Welcome to the new thread of *Uruguay*, a new part of the collection of threads of the countries and cities of the world:



 Argentina (Country)
Argentina: Buenos Aires
Brazil
Chile
Colombia
Italy
Uruguay
USA: Boston
USA: California
USA: New York
 
And this is the list of all the stuff shown in the thread, that I'll be also updating periodically, and it's sorted by *Department/City* and the *Page Number*, so that way you may find what you're looking for:



*COLONIA*

-*Colonia del Sacramento*: City Overview _(Page 1)_


*MALDONADO*

-*Punta del Este*: City Overview _(Page 1)_


*MONTEVIDEO*

-*Montevideo*: Antel Tower _(Page 2)_
-*Montevideo*: City Overview _(Page 2)_
-*Montevideo*: El Prado Neighborhood & Botanical Garden _(Page 3)_
-*Montevideo*: Libertador Avenue _(Página 3)_
-*Montevideo*: Mercado Agrícola _(Page 2)_
-*Montevideo*: Museum of Decorative Arts _(Page 3)_
-*Montevideo*: Pocitos & Punta Carretas _(Page 2)_
-*Montevideo*: Salvo Palace _(Page 2)_
-*Montevideo*: World Trade Center Montevideo _(Page 3)_


----------



## EMArg (Aug 2, 2013)

*Colonia del Sacramento: City Overview*



















*Department (Province): Colonia
City: Colonia del Sacramento
Place: City Overview*






Since the portuguese and the spanish arrived to the New World, the Río de la Plata was one of the most strategic places of the Americas because of the commercial routes who started at the inland towns and the transportation of resources, from food and spices to gold and other metals. On the period when the portuguese and the spanish divided the land onto two parts, the area between what today is Uruguay and South Brazil was actually the changing limits of both empires. The portuguese expansion went to the doors of what today is Argentina and founded Nova Colônia do Santíssimo Sacramento. From that period still remain the ruins of the Convento San Francisco Javier and some parts of the walls and the old canons. On the 18th Century, after several battles between both empires, the Spanish Crown took the town and kept it till the english landed at the beginning of the 19th Century. A few years later, Colonia del Sacramento would become the oldest town of the new Republic of Uruguay. This city looks nowadays like the old medieval and renaissance areas of the western european cities. From the urban point of view, it’s quite weird for an argentine citizen to see the layout of the streets, clearly not following the spanish grid system, and with the big amount of passageways. Its biggest attraction today is the Lighthouse and most of the tourists come from Argentina, since the town itself is just one hour away from Buenos Aires on ferry.


----------



## EMArg (Aug 2, 2013)




----------



## EMArg (Aug 2, 2013)




----------



## EMArg (Aug 2, 2013)

^^


On HD:


----------



## midrise (Feb 17, 2012)

EMArg said:


> *URUGUAY*​
> 
> 
> 
> ...


I know the two countries share a lot of the same qualities but...


----------



## EMArg (Aug 2, 2013)

midrise said:


> I know the two countries share a lot of the same qualities but...
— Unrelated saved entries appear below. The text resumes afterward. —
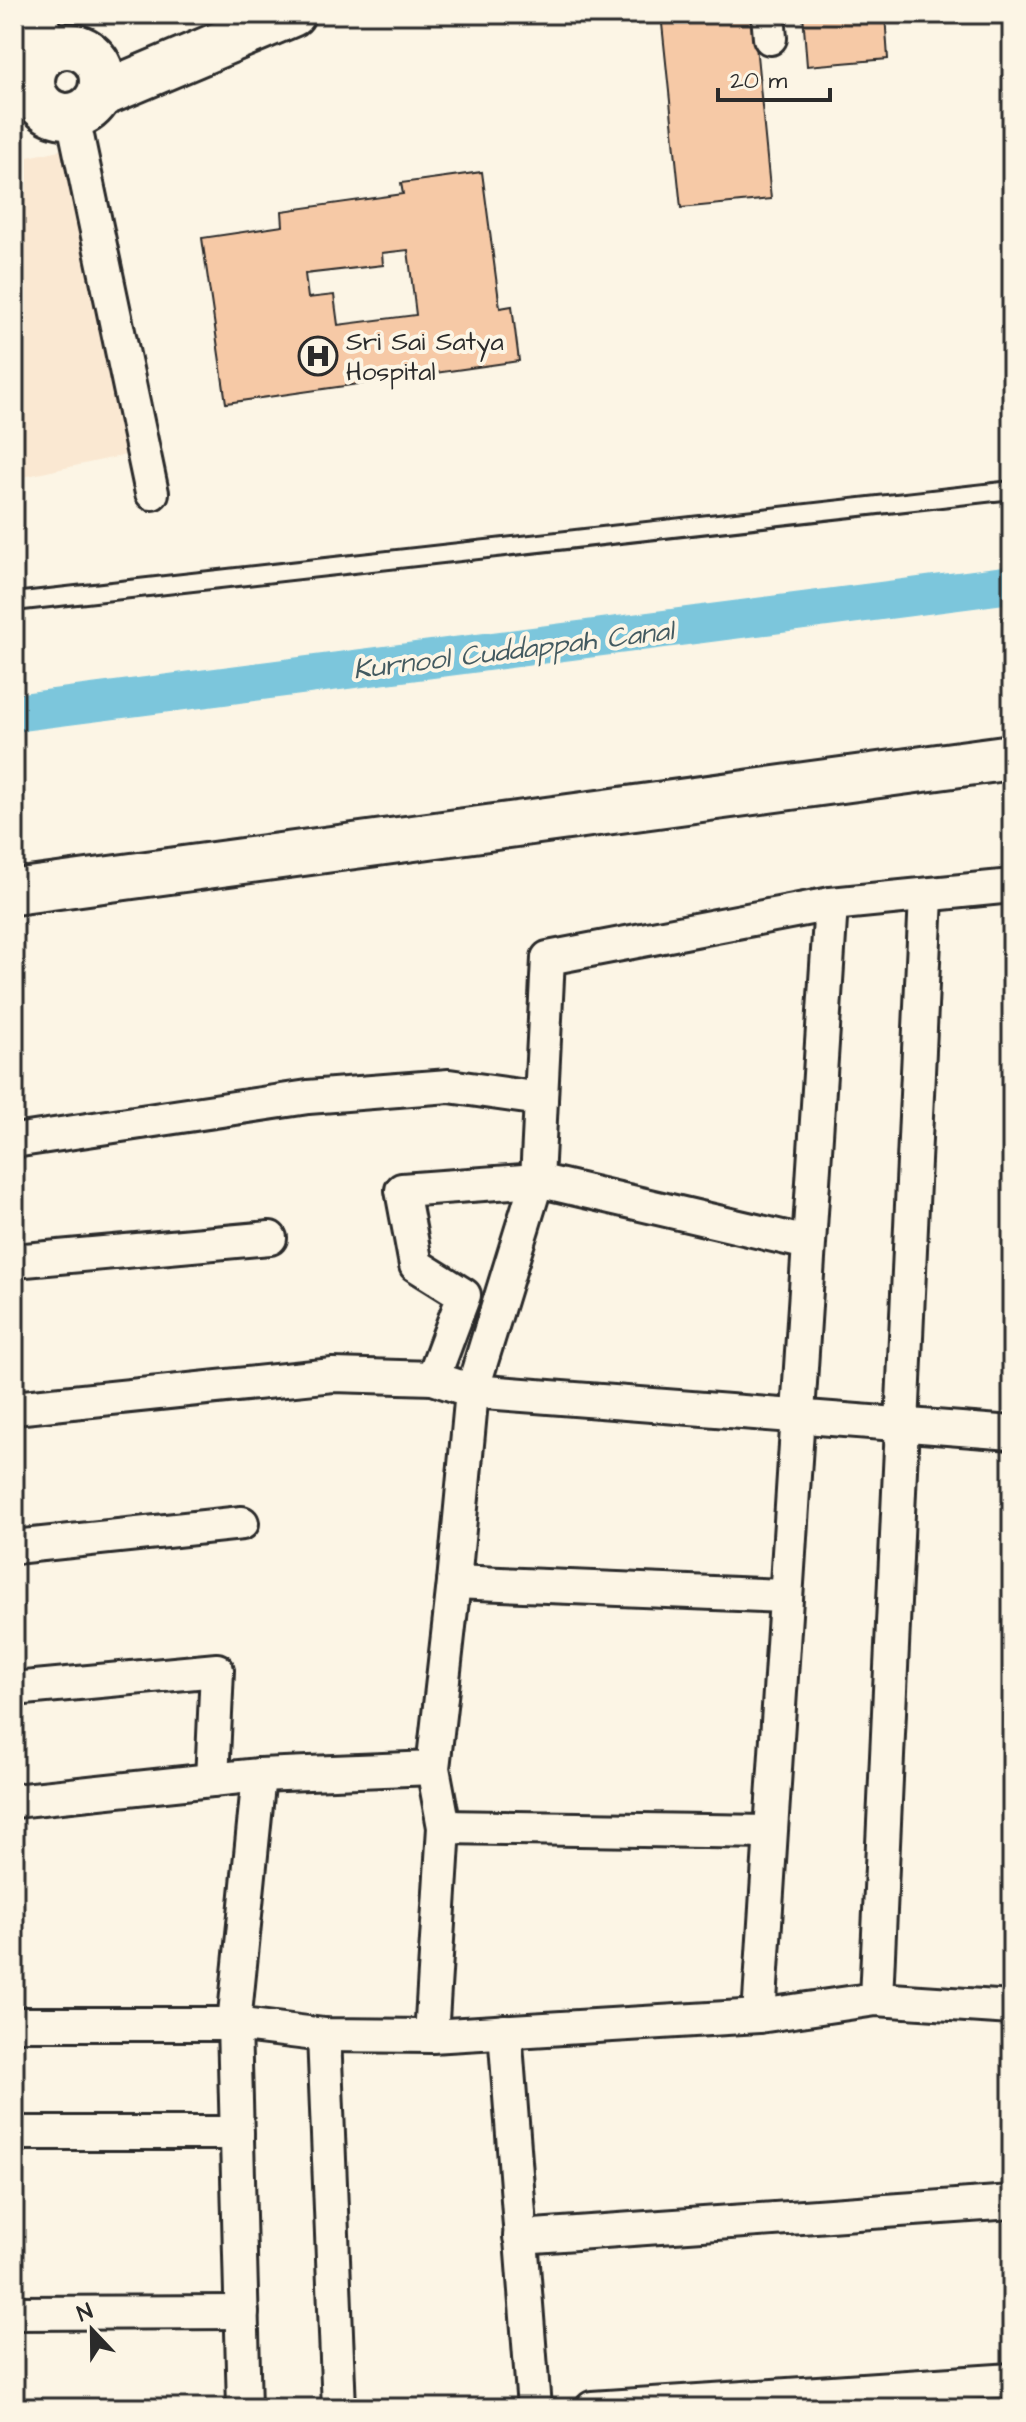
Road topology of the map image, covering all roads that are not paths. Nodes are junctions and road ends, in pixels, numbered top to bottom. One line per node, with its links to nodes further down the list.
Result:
1 (292, 14): 4 (street)
2 (39, 33): 3 (street); 4 (street)
3 (24, 98): 4 (street)
4 (86, 106): 6 (street)
5 (1012, 490): 7 (lane)
6 (152, 493)
7 (14, 602)
8 (1012, 757): 10 (street)
9 (1012, 886): 11 (street)
10 (14, 892)
11 (926, 896): 12 (street); 23 (street)
12 (831, 904): 13 (street); 17 (street)
13 (541, 1099): 14 (street); 15 (street)
14 (14, 1141)
15 (537, 1180): 17 (street); 19 (street); 20 (street)
16 (270, 1238): 18 (street)
17 (808, 1243): 22 (street)
18 (14, 1261)
19 (433, 1378): 20 (street); 21 (street)
20 (472, 1391): 22 (street); 27 (street)
21 (14, 1408)
22 (796, 1416): 23 (street); 28 (street)
23 (901, 1424): 24 (street); 36 (street)
24 (1012, 1433)
25 (242, 1523): 26 (street)
26 (14, 1547)
27 (454, 1582): 28 (street); 30 (street)
28 (785, 1596): 35 (street)
29 (14, 1689): 32 (street)
30 (433, 1768): 31 (street); 34 (street)
31 (259, 1775): 32 (street); 40 (street)
32 (212, 1780): 33 (street)
33 (14, 1801)
34 (444, 1827): 35 (street); 43 (street)
35 (769, 1832): 38 (street)
36 (876, 1999): 37 (street); 38 (street)
37 (1012, 2008)
38 (759, 2016): 41 (street)
39 (14, 2024): 40 (street)
40 (234, 2024): 42 (street); 45 (street)
41 (505, 2031): 43 (street); 47 (street)
42 (324, 2035): 43 (street); 53 (street)
43 (431, 2036)
44 (14, 2133): 45 (street)
45 (237, 2133): 48 (street)
46 (1012, 2202): 47 (street)
47 (520, 2237): 54 (street)
48 (242, 2312): 49 (street); 52 (street)
49 (14, 2313)
50 (1012, 2380): 51 (street)
51 (975, 2384): 55 (street); 56 (street)
52 (244, 2408)
53 (339, 2408)
54 (534, 2408)
55 (592, 2408)
56 (954, 2408)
Oops! I just changed that :tongue3:


----------



## christos-greece (Feb 19, 2008)

Great, very nice photos around Uruguay


----------



## El_Greco (Apr 1, 2005)

Coo thread. Colonia looks amazing and really well preserved; even the cobblestones are authentic! More!


----------



## DWest (Dec 3, 2009)

lovely shots and nice colonial towns.


----------



## EMArg (Aug 2, 2013)

Thanks. More cool stuff coming these weeks.


----------



## EMArg (Aug 2, 2013)

*Punta del Este: City Overview*



















*Department: Maldonado
City: Punta del Este
Place: City Overview*






Placed at the eastearn area of Uruguay, Punta del Este is the last big city of South America prior to the paradisiacal beaches of Brazil. Just like the cities of the Atlantic Coast of Argentina, Punta del Este has a very small population who barely exceeds 10.000 people, but it quickly turns into a big city on the summer, from december to february, with hundreds of thousands of high-class tourists from Argentina, Uruguay and Brazil. However, the modern architecture is noticeably better, having in mind that is one of the most exclusive cities of Latin America. Its most famous beaches are the Mansa and Brava (that could be translated as the “Calm” and the “Brave”), named due to the intensity of the winds they receive. You may also realize that Punta del Este clearly is placed between Argentina and Brazil because of the landscapes: beaches of cold water and brown sand, but surrounded by green hills (just like the brazilian beaches). The attractions of the city, except for the gorgeous Casapueblo, are all placed at the peninsula: the Lighthouse and the Candelaria Church, the Fingers of Punta del Este, and the futuristic Conrad Hotel. It also has a Trump Tower currently on construction.


----------



## EMArg (Aug 2, 2013)




----------



## EMArg (Aug 2, 2013)




----------



## EMArg (Aug 2, 2013)




----------



## EMArg (Aug 2, 2013)

^^


On HD:


----------



## General Electric (Sep 12, 2010)

Really beautiful pictures on this thread!


----------



## midrise (Feb 17, 2012)

:hmm:..You did not say or mention about the Hollywood stars who go to Punta. And the rich and famous Europeans also, both too escape the Northern Hemisphere winter. Because of the reverse seasons it is summer there. Also any one else with money too play/be with the rich and famous....In areas outside of the city, or built up area, it looks similar to Long Island, the Hampton's, in New York. With homes equally as nice and pricey..:uh:...:dance::dance::dance::dance:


----------



## capricorn2000 (Nov 30, 2006)

nice and it would be lovely to leisurely walk along the cobblestoned streets of Colonia 
with all those vintage cars around.


----------



## EMArg (Aug 2, 2013)

^^

Indeed :colgate:




midrise said:


> :hmm:..You did not say or mention about the Hollywood stars who go to Punta. And the rich and famous Europeans also, both too escape the Northern Hemisphere winter. Because of the reverse seasons it is summer there. Also any one else with money too play/be with the rich and famous....In areas outside of the city, or built up area, it looks similar to Long Island, the Hampton's, in New York. With homes equally as nice and pricey.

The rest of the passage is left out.